Improved resident satisfaction satisfaction/ QoL score
Domiciliary Carers –
improved levels of competence and confidence of staff to recognise deterioration and act accordingly.
Improved adherence of individuals wishes re end of life care.
GP’s , YAS, Health Care professional teams including domiciliary agency–
improved accuracy and depth of information being communicated leading to improved appropriateness of response.
Reduce unnecessary ED attendances and unplanned admissions.
Measurement Plan will include the following;
· Hospital: ED attendances and unplanned admissions
· YAS: Conveyance rates and outcomes
· Residents preferred place of death
Process measures include:
· YAS – calls to 111/999 (volume/ quality)
· GP’s – calls to GP’s (response/ quality)
· Care staff: Training competency/rates in recognition
Response calls using structured communication
Embedded safety huddles focussing on deterioration
· GP/Community Teams – Call out rates
A culture survey will be given to care staff at the start of the project and then repeated once interventions are embedded, to show any changes to the key safety culture domains. In addition, a simple survey will be used to evaluate confidence by residents and informal carers in their domiciliary care provider relating to recognition and appropriate response following introduction and use of the tools developed.
Responders will be surveyed to ascertain if there has been a change in the quality of communication being received and the ability to accurately respond.
The learning from this work would be transferable to other domiciliary care settings in other areas.
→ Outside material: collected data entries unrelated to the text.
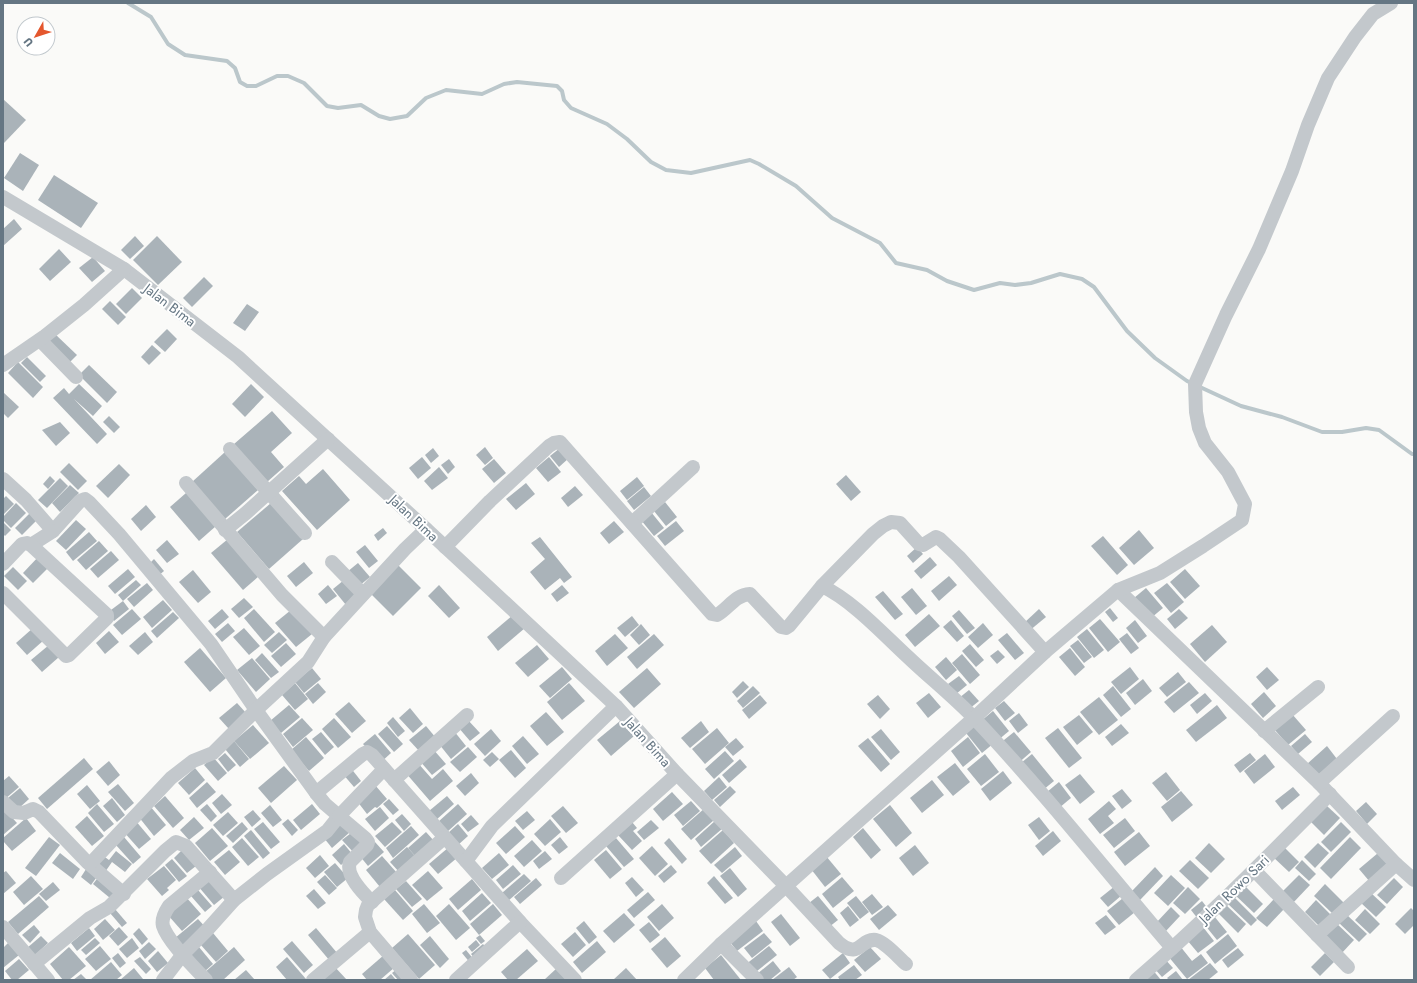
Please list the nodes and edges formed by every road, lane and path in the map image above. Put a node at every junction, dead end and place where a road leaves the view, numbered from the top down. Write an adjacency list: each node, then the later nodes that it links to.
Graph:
1 (1391, 3): 23 (street)
2 (3, 197): 3 (street, Jalan Bima)
3 (124, 269): 4 (street); 7 (street, Jalan Bima)
4 (40, 340): 5 (street); 6 (street)
5 (3, 365)
6 (76, 377)
7 (328, 439): 12 (street); 14 (street, Jalan Bima)
8 (230, 449): 12 (street)
9 (693, 467): 13 (street)
10 (3, 479): 16 (street)
11 (186, 482): 15 (street)
12 (268, 492): 15 (street); 17 (street)
13 (632, 523): 19 (street); 22 (street)
14 (426, 529): 19 (street, Jalan Bima); 25 (street)
15 (225, 530): 26 (street)
16 (53, 531): 18 (street); 30 (street)
17 (305, 533)
18 (31, 545): 21 (street); 24 (street)
19 (445, 547): 29 (street, Jalan Bima)
20 (332, 562): 25 (street)
21 (3, 564)
22 (822, 586): 27 (street); 33 (street)
23 (1118, 590): 27 (street); 34 (street)
24 (3, 593)
25 (363, 594): 26 (street)
26 (324, 637): 30 (street)
27 (1045, 652): 33 (street)
28 (1318, 687): 34 (street)
29 (616, 706): 36 (street, Jalan Bima); 44 (street)
30 (256, 710): 39 (street); 45 (street)
31 (467, 715): 37 (street)
32 (1393, 716): 38 (street)
33 (974, 718): 51 (street); 60 (street)
34 (1264, 731): 38 (street)
35 (384, 770): 37 (street); 39 (street); 42 (street)
36 (677, 774): 49 (street); 51 (street, Jalan Bima)
37 (394, 780): 43 (street)
38 (1319, 783): 40 (street)
39 (316, 793): 42 (street)
40 (1330, 794): 46 (street); 47 (street, Jalan Rowo Sari)
41 (3, 802): 45 (street)
42 (339, 816): 53 (street); 54 (street)
43 (444, 838): 44 (street); 54 (street)
44 (466, 861): 55 (street)
45 (90, 864): 52 (street)
46 (1396, 864): 50 (street); 58 (street)
47 (1254, 870): 58 (street); 60 (street, Jalan Rowo Sari)
48 (210, 872): 52 (street); 53 (street); 61 (street)
49 (561, 878)
50 (1414, 880)
51 (786, 886): 59 (street); 63 (street, Jalan Bima)
52 (124, 894): 62 (street)
53 (234, 900): 61 (street)
54 (372, 902): 57 (street)
55 (520, 922): 70 (street); 71 (street)
56 (3, 927): 62 (street)
57 (370, 932): 68 (street); 69 (street)
58 (1317, 935): 64 (street)
59 (721, 944): 72 (street); 73 (street)
60 (1172, 948): 74 (street, Jalan Rowo Sari)
61 (183, 954): 66 (street); 67 (street)
62 (34, 964): 65 (street)
63 (906, 964)
64 (1348, 967)
65 (45, 979)
66 (163, 980)
67 (206, 980)
68 (313, 980)
69 (411, 980)
70 (456, 980)
71 (575, 980)
72 (684, 980)
73 (757, 980)
74 (1136, 980)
Learning will be shared to encourage spread once impact is seen and sustainable. Initial stakeholders’ event will link with a Community of practice so the project progress can be communicated and shared with other care agencies in readiness for adoption once tools are available. It is envisaged support for spread to other areas will be provided by the CCG’s care home networks. The Q community could be an invaluable channel for communication and sharing of learning.
How you can contribute
- It would be great to have any suggestions from colleagues who may have worked with domiciliary carers and tested ideas around deterioration.
- Any advice on measures and impact and data sources would be helpful.
This is a great project because…
This is a good opportunity to build on safety models that have been shown to work well and try to apply them to home care, engaging a group of staff who may get relatively little attention and who's status in the system could make structured communication methods helpful. While challenging to implement, if successful this could impact on quality of care and reduce unnecessary demand on other services.
By the time of the event we encourage the project team to think more about…
Further develop your plans for co-developing this with domiciliary staffing. Stay alert to the potential that approaches developed in other settings may need substantial re-work to achieve outcomes in a different setting. Consider how you will build two way links with others in the Q community to share learning.